Tra le due guerre, fascismo e nazional-socialismo attecchirono vigorosi in Ungheria. I movimenti che si richiamavano a quelle esperienze ammontavano a un centinaio e solo la morte del leader del fascismo ungherese Julius Gömbös nel '36 impedì una piena fascistizzazione del regime autoritario instaurato nel '32 dall'ammiraglio Miklós Horthy. L'alleanza con la Germania portò poi nel '44 all'instaurazione di un regime nazional-socialista vero e proprio incentrato sul Partito delle Croci frecciate. E da quel momento iniziò la deportazione in massa dei 500mila ebrei ungheresi. L'Ungheria ha quindi una storia cupa alle spalle.
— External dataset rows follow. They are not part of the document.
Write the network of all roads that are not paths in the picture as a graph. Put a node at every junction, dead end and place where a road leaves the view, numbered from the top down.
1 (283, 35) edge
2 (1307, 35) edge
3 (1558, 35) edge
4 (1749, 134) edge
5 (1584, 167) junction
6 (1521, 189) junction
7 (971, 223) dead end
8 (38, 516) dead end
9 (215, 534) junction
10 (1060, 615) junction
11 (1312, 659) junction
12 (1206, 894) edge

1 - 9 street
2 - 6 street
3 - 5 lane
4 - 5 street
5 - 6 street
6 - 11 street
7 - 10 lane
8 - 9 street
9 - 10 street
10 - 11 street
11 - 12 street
Non meno travagliati sono stati i primi dieci anni del dopoguerra, culminati con la rivolta del 1956. In seguito, il "comunismo al gulasch" aveva pacificato il paese. Anche la riabilitazione delle vittime delle repressioni staliniane degli anni bui come Laszló Rajk, o della rivolta del 1956, peraltro già avviata prima dell'89, indirizzava il paese su un binario solido di transizione e consolidamento democratico. Così è stato, finora, grazie a una serie di alternanze al governo tra socialisti e moderati. Anche la presenza di partiti di estrema destra non preoccupava più di tanto.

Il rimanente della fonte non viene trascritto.